Chereads / Siap, Komandan! / Chapter 22 - 22. Ikatan Batin

Chapter 22 - 22. Ikatan Batin

"Mas Erlangga, apa mas tahu maksud kedatangan aku dan kedua orangtuaku ke rumah ini?" Fifin bertanya dengan suara bergetar menahan emosi. Gendhis bisa merasakannya sesama perempuan. Perasaan cemburu terlihat sangat jelas di wajah dokter muda tersebut. Tatapan Fifin yang tajam ke arah Gendhis membuat perempuan itu menatap balik namun dengan sorot mata teduh tak terpengaruh dengan intrik yang digunakan perempuan tersebut.

"Fifin," Retno menyenggol sikut anaknya untuk tidak menyela keinginan anak pemilik rumah.

"Aku tidak tahu. Yang aku tahu, aku sudah pernah mengatakan pada kamu untuk tidak berharap padaku. Karena aku sudah memiliki calon istri sendiri." Erlangga menatap Gendhis sambil tersenyum. Gendhis menatap Erl dengan tatapan bingung dan tersenyum lirih.

"Calon istri?" Retno dan Agung saling menatap satu sama lain.
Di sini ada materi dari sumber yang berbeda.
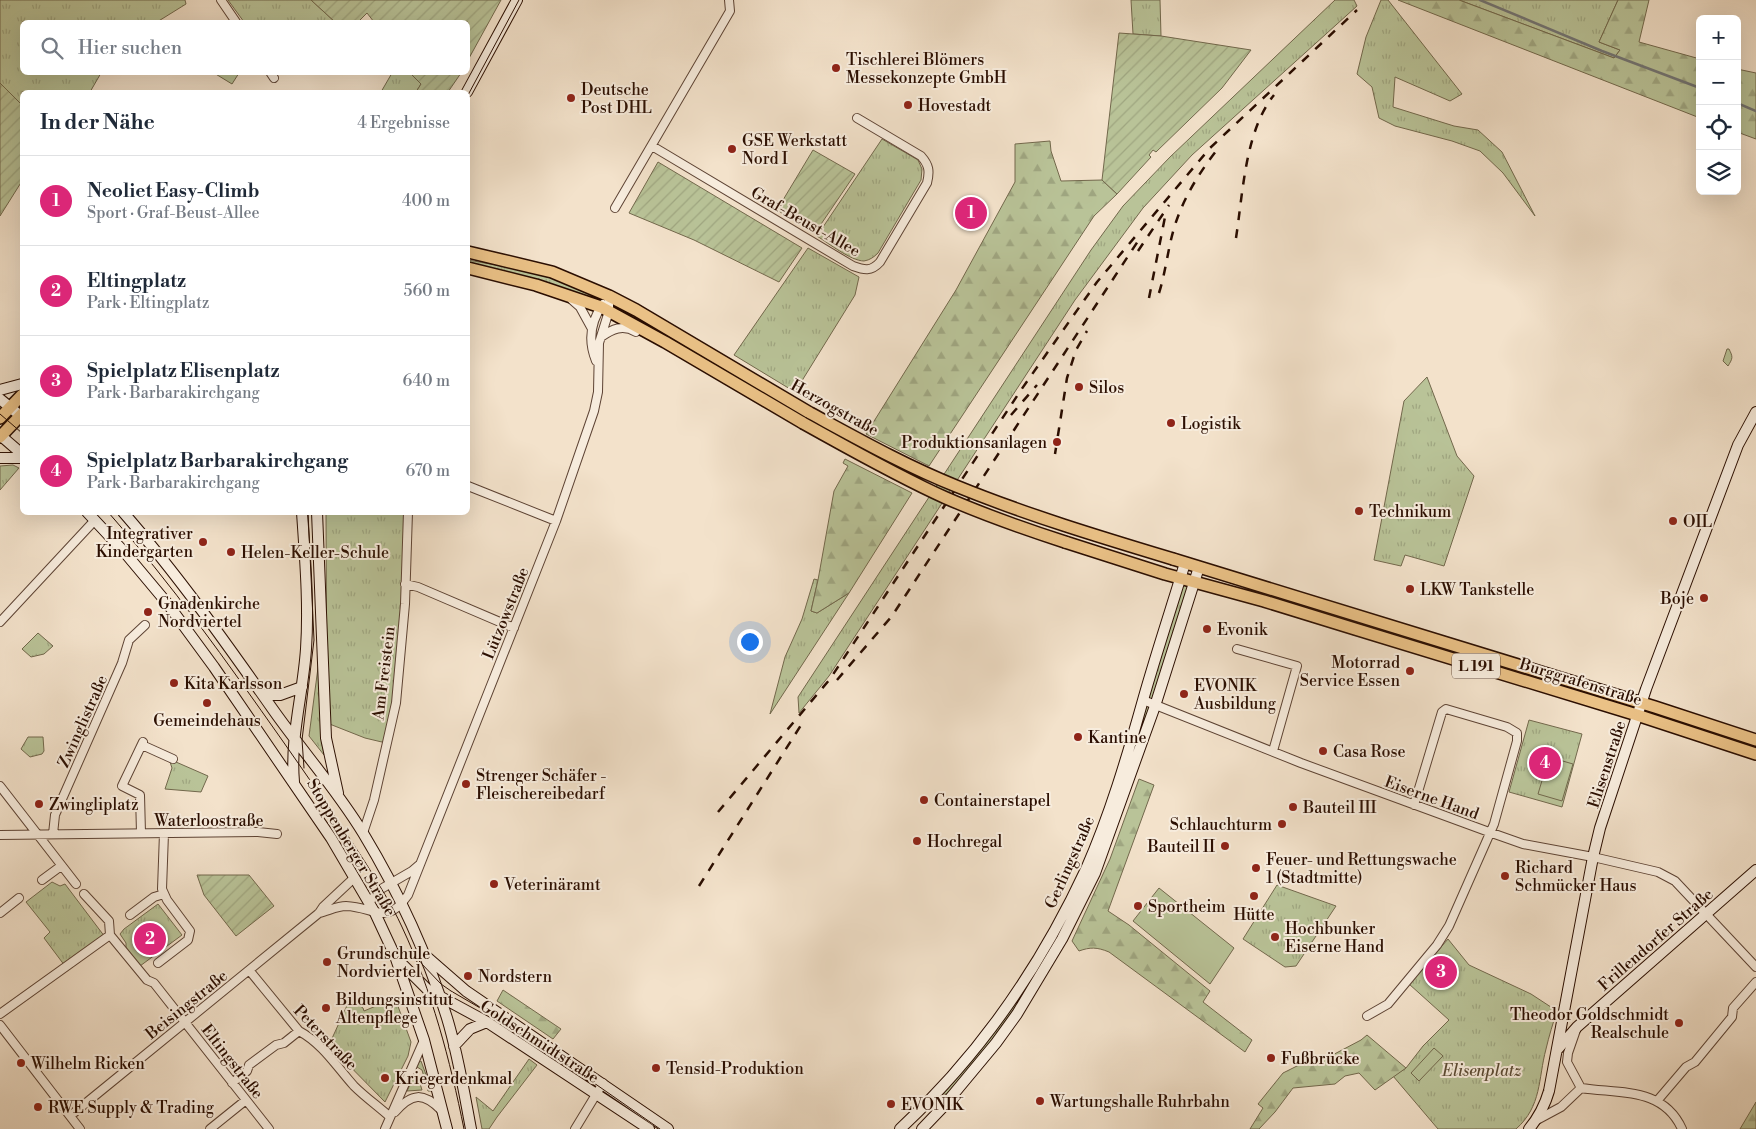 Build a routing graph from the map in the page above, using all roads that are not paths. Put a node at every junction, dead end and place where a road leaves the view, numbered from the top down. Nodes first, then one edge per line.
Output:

Fifin meremas kepalan tangannya menahan emosi agar tidak keluar secara membabi buta.

"Mami, papi, please …"

"Baiklah, maaf. Kami akan tinggal dulu sebentar." Eko berkata pada Agung, pria yang sudah dikenalnya sejak mereka masing-masing belum menikah.

"Kami akan pamit undur diri saja. Nanti kami akan datang lagi. Ayo bu," Agung berkata pada istrinya dan wanita itu pun mengangguk setuju. Tapi tidak dengan Fifin yang masih belum bergerak dari tempatnya berdiri.

"Fifin, ayo kita pulang." Retno memegang lengan anak perempuan sulungnya dan Fifin pun segera mengambil tasnya dan berjalan lebih dahulu meninggalkan rumah orangtua Erlangga.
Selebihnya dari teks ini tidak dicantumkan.